Records for this exercise:
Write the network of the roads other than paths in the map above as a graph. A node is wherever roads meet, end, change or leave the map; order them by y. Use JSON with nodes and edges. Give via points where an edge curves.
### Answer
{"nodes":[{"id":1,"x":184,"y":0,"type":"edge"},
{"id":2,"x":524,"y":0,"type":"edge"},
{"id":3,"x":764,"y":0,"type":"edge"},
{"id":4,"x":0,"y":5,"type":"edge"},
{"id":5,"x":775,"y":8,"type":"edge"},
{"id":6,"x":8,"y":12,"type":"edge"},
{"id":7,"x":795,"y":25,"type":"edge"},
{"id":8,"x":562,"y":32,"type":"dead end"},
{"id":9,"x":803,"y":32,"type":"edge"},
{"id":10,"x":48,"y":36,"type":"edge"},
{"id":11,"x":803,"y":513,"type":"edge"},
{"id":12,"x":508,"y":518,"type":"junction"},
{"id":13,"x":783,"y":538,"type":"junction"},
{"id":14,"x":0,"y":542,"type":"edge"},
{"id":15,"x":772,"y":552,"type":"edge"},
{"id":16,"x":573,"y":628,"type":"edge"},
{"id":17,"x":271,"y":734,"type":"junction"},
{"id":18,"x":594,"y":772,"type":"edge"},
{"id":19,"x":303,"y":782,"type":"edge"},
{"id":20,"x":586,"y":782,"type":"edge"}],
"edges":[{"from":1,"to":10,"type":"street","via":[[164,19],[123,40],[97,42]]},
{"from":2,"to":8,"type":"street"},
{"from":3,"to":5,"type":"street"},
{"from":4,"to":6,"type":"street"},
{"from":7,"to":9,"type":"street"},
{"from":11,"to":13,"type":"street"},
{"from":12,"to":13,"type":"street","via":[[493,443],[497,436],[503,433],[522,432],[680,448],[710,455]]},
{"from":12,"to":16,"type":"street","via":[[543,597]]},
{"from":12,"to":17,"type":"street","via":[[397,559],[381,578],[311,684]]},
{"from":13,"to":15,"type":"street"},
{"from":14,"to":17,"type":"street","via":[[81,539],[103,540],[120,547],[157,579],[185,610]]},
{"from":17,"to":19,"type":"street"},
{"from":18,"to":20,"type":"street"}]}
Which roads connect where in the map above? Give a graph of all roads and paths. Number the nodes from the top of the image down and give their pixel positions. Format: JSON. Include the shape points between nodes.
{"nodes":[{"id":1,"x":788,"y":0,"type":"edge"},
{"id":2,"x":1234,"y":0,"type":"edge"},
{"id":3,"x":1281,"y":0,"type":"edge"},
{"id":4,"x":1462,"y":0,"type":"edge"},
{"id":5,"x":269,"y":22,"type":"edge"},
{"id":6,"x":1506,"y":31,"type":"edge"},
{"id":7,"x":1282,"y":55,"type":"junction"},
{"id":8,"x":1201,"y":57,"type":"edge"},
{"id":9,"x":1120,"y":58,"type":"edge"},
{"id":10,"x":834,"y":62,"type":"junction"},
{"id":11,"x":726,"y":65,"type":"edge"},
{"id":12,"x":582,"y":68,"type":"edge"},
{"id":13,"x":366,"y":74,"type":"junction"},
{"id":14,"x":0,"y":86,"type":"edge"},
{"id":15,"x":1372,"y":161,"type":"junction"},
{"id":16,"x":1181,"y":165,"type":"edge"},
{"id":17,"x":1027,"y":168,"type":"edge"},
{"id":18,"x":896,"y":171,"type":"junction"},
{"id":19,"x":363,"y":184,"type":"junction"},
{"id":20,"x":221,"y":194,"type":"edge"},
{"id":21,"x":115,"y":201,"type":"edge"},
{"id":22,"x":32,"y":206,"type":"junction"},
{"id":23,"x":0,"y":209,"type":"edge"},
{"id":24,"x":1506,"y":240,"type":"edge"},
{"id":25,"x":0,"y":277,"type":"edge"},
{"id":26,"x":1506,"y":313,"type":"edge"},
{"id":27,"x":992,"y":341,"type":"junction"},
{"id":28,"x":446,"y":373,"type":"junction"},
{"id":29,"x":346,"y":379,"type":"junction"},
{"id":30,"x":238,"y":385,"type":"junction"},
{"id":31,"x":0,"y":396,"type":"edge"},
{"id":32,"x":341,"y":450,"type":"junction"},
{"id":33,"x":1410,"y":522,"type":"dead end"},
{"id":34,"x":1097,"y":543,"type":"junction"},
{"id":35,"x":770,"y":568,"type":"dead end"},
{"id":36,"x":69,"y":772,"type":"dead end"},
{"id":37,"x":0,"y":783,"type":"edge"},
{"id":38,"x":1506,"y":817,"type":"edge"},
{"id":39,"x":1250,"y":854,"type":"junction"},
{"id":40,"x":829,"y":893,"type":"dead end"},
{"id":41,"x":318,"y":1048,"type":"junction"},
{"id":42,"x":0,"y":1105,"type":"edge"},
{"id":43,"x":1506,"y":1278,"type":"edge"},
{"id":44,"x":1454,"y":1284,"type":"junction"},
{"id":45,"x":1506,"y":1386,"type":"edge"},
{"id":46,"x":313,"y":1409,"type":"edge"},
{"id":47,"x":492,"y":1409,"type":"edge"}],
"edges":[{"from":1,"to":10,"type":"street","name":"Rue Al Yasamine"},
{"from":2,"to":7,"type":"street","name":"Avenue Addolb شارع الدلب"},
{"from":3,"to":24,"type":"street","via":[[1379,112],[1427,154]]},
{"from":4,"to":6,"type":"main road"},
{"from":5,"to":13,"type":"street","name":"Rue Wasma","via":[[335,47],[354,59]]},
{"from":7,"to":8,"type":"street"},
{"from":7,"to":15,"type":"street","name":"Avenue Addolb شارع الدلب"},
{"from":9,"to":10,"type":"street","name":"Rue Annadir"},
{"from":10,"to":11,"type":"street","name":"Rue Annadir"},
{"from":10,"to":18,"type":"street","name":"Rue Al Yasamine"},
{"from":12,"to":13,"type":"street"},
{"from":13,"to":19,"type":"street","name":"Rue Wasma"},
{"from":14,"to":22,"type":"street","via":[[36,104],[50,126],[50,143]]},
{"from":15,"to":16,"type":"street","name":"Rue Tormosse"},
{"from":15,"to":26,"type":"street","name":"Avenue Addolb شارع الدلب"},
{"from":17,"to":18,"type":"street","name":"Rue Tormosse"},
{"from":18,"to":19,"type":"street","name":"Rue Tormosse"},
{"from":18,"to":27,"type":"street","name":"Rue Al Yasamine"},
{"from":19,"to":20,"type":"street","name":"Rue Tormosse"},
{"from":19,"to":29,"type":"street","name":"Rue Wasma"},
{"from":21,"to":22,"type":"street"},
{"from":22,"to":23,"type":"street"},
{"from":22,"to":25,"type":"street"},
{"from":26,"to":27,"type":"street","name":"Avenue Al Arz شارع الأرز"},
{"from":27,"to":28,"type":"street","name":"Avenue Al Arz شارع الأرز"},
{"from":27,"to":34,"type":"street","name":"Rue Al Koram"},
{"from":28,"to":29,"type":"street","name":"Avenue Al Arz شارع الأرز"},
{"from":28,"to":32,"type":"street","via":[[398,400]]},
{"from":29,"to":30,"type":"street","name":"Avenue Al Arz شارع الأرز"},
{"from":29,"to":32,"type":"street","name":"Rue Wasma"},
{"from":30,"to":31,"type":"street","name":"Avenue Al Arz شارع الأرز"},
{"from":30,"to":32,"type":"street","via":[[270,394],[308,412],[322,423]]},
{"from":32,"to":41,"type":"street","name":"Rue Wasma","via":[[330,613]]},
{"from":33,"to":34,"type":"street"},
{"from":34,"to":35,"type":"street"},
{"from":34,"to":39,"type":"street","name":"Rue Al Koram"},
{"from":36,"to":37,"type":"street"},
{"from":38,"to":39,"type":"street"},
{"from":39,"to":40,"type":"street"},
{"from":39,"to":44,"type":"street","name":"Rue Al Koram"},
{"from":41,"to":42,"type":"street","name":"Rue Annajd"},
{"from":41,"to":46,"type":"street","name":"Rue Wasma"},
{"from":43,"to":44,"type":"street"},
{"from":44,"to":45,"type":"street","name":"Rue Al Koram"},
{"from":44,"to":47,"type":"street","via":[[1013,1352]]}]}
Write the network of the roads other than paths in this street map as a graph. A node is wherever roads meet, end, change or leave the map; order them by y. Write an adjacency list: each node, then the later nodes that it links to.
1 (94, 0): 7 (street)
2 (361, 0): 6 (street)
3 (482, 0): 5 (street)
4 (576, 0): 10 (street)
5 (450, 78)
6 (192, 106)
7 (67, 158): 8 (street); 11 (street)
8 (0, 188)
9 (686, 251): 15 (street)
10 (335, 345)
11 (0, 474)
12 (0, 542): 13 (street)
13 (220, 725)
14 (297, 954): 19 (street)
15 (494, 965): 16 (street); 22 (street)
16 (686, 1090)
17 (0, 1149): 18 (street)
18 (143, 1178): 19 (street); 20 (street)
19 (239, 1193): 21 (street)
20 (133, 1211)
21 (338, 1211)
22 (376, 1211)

What to produce: I'd like every line with the string "above" copied from the listing.

Expected answer:
Write the network of the roads other than paths in the map above as a graph. A node is wherever roads meet, end, change or leave the map; order them by y. Use JSON with nodes and edges. Give via points where an edge curves.
Which roads connect where in the map above? Give a graph of all roads and paths. Number the nodes from the top of the image down and give their pixel positions. Format: JSON. Include the shape points between nodes.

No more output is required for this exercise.